By Anthony Schoettle • firstname.lastname@example.org
This month’s U.S. Supreme Court ruling that said states can require retailers to collect sales taxes from their online customers could mean millions of dollars of revenue for states, including Indiana.
But a number of Hoosier companies say the ruling creates more questions than answers — and could lay a burden on some small businesses that’s too heavy to bear.
Jim Cockrum, CEO of Greenwood-based Cockrum Computer Services Inc. and host of a podcast aimed at internet-based business owners, said the June 21 decision in South Dakota v. Wayfair Inc. “has opened a whole can of worms.”
“This is overwhelmingly confusing to every expert on the topic,” said Cockrum, whose firm offers consulting and training conferences related to selling in online marketplaces.
Casey Gauss, CEO of Indianapolis-based Viral Launch, called the ruling “a huge headache” for online retailers. Viral Launch sells software subscriptions and services that help mostly private-label sellers boost online sales, many through Amazon.

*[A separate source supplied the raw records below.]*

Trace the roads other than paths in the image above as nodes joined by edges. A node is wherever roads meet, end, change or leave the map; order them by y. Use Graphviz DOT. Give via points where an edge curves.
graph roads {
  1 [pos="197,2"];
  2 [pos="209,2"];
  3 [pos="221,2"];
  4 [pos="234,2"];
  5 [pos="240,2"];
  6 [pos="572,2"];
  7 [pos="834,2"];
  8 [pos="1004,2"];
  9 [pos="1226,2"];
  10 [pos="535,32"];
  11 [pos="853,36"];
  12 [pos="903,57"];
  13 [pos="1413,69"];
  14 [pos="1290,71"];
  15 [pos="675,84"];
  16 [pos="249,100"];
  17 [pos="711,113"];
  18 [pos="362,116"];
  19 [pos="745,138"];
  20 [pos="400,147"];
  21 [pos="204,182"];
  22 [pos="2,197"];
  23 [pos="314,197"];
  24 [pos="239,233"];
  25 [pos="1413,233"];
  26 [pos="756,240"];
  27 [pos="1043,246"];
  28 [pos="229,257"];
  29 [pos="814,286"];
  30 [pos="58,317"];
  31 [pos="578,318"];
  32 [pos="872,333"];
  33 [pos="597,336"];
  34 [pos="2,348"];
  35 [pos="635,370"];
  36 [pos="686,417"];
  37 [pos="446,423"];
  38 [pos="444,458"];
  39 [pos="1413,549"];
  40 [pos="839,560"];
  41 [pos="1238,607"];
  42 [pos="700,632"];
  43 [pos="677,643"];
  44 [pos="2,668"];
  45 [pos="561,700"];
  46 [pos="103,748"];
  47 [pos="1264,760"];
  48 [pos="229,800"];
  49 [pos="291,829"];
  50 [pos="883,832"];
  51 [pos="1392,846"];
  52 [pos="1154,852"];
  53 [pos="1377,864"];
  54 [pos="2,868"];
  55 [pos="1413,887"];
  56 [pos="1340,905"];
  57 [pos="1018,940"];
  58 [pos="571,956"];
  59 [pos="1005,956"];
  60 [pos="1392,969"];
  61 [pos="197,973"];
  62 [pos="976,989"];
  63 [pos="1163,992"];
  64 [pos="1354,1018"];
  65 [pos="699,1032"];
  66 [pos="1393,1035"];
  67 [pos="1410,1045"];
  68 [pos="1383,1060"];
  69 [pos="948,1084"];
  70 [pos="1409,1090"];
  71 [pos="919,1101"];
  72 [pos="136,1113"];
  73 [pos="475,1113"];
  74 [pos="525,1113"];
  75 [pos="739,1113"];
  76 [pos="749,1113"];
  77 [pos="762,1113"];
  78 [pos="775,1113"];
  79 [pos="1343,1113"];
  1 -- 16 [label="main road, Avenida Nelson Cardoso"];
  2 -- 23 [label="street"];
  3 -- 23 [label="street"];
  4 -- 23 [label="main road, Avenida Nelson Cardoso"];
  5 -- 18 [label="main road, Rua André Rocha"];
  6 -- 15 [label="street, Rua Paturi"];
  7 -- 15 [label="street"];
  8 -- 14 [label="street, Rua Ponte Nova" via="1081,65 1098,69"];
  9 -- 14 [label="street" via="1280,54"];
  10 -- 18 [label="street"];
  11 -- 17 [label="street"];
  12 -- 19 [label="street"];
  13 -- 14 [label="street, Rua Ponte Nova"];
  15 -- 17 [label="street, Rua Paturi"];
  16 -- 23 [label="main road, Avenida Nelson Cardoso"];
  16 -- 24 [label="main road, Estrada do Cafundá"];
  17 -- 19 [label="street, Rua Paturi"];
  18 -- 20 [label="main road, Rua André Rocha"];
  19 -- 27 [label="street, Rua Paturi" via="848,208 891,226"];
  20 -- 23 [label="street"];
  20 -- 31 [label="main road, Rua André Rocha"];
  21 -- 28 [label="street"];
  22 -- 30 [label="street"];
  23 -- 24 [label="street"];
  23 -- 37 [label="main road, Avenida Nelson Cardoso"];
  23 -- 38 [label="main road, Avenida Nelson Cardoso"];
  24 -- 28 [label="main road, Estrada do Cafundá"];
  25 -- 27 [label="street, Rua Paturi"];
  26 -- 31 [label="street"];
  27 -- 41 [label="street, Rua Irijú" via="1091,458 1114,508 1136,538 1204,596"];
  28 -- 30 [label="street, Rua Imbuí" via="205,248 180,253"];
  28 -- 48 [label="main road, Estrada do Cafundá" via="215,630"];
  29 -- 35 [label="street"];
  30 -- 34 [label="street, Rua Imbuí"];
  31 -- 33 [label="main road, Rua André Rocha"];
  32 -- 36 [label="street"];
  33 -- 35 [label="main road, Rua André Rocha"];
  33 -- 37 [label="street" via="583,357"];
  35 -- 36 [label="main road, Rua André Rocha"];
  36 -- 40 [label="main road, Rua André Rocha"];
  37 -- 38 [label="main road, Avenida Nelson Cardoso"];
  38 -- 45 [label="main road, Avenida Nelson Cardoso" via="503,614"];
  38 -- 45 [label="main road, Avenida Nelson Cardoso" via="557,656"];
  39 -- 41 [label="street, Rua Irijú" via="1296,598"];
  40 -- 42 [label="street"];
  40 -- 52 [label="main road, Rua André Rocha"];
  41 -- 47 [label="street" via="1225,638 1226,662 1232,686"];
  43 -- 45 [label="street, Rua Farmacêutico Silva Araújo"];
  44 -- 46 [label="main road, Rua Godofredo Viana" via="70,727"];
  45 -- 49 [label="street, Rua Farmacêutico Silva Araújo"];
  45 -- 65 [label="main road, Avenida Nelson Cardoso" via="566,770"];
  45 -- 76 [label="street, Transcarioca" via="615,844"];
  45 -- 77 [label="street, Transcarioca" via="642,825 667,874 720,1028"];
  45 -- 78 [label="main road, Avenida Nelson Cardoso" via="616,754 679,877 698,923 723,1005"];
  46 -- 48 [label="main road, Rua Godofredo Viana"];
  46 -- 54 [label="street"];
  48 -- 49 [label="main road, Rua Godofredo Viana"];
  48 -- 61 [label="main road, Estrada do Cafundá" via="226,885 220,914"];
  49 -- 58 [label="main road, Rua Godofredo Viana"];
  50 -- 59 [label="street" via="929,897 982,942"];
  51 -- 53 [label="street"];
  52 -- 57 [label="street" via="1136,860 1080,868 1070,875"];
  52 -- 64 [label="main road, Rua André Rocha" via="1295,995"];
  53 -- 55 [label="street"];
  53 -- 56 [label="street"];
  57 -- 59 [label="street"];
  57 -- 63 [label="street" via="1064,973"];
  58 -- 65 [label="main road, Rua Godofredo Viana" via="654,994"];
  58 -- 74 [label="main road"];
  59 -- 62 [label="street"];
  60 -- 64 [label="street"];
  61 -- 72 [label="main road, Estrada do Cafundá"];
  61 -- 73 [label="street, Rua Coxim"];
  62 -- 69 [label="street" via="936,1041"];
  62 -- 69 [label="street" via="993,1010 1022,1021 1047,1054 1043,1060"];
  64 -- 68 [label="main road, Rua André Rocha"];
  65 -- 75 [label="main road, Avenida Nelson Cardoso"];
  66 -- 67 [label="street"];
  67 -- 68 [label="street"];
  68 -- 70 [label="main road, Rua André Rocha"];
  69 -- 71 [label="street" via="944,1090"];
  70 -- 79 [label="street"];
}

“A lot of these companies are just now focusing on growth,” Gauss said. “This could pull resources from that effort.”
One thing is certain. Indiana state officials are ready to use the ruling to ignite legislation passed in 2017 by the General Assembly that calls for companies — no matter where they are located — to collect and remit Indiana’s 7 percent sales taxes on goods purchased by Hoosiers online.
A Marion County judge put that law on hold, pending the outcome of the South Dakota case. Now, the Indiana Department of Revenue will ask the local court to allow it to begin enforcing the law.
Implementing the law could be fruitful.
A 2017 study published by the University of Tennessee concluded that Indiana lost $195 million in 2012 in uncollected sales taxes. That figure is likely much higher now, experts agree.
The state has been able to collect some online sales taxes through agreements with nearly 2,000 companies, including Amazon. But most companies have refused to charge their customers taxes for online purchases, including some independent companies that sell their wares through Amazon.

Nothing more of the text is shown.